Vitamins are catalysts for all metabolic reactions using proteins, fat and carbohydrates for energy, growth and cell maintenance. Vitamins are vital to life, but are required in minute amounts.

Vitamins are classified as fat soluble—vitamins A, D, E, K and water soluble—vitamins B, C.

Vitamin A

Vitamin A (retinol) is an essential nutrient needed in small amounts by humans for the normal functioning of the visual system; growth and development; and maintenance of epithelial cellular integrity, immune function, and reproduction. These dietary needs for vitamin A are normally provided as preformed retinol (mainly as retinyl ester) and provitamin A carotenoids or β-carotene.


Vitamin A functions at two levels in the body: the first is in the visual cycle in the retina of the eye; and the second is in all body tissues where it systemically maintains the growth and soundness of cells.

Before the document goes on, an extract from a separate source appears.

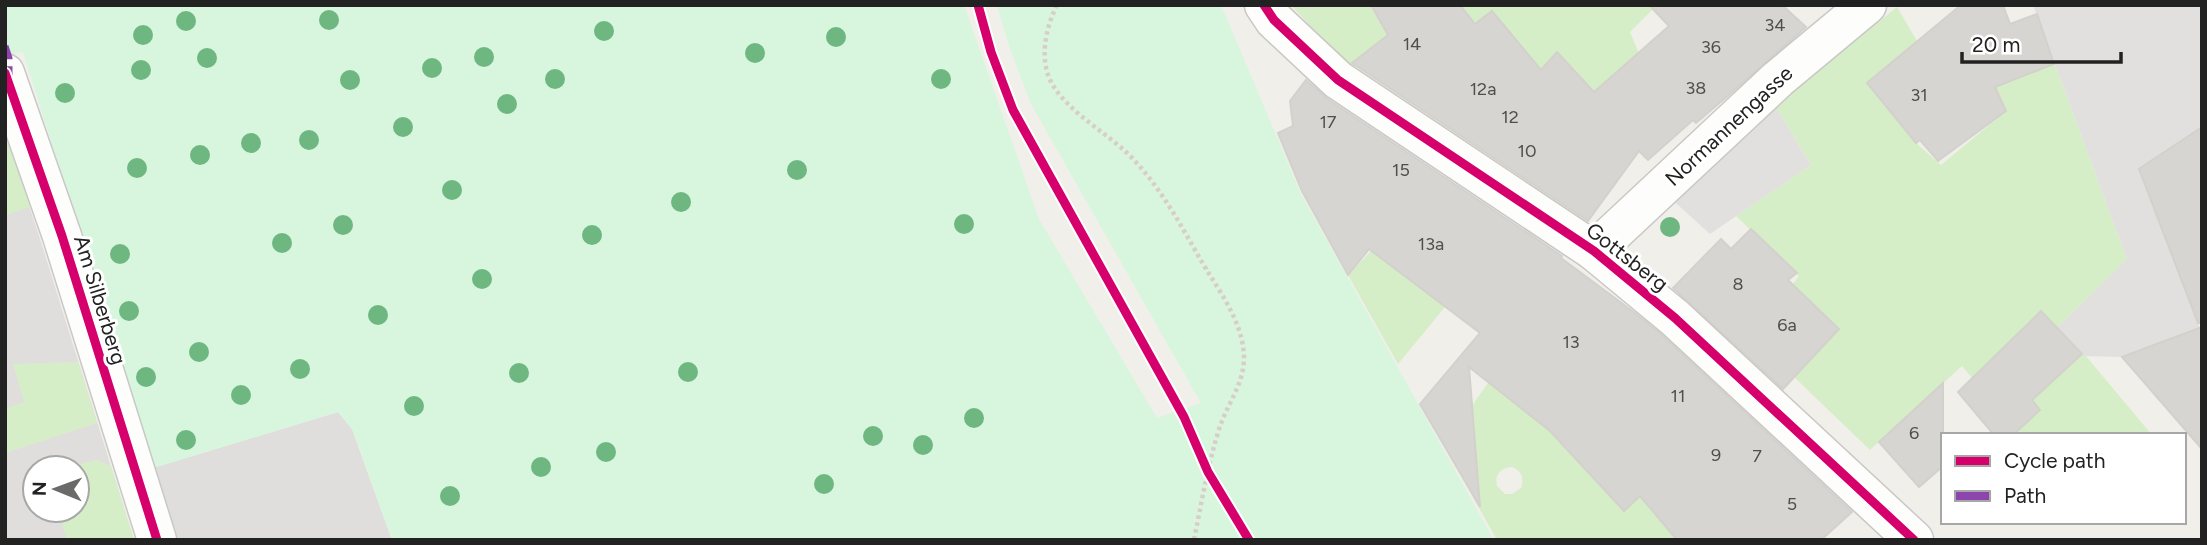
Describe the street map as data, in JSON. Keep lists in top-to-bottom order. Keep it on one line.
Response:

In the visual system, carrier bound retinol is transported to the retina. Rhodopsin, the visual pigment critical to dim-light vision, is formed in rod cells after conversion of all-trans-retinol to retinaldehyde, isomerization to the 11-cis-form, and binding to opsin. Alteration of rhodopsin through a cascade of photochemical reactions results in the ability to see objects in dim light. The speed at which rhodopsin is regenerated is related to the availability of retinol. A deficient intake of vitamin A thus leads to night blindness.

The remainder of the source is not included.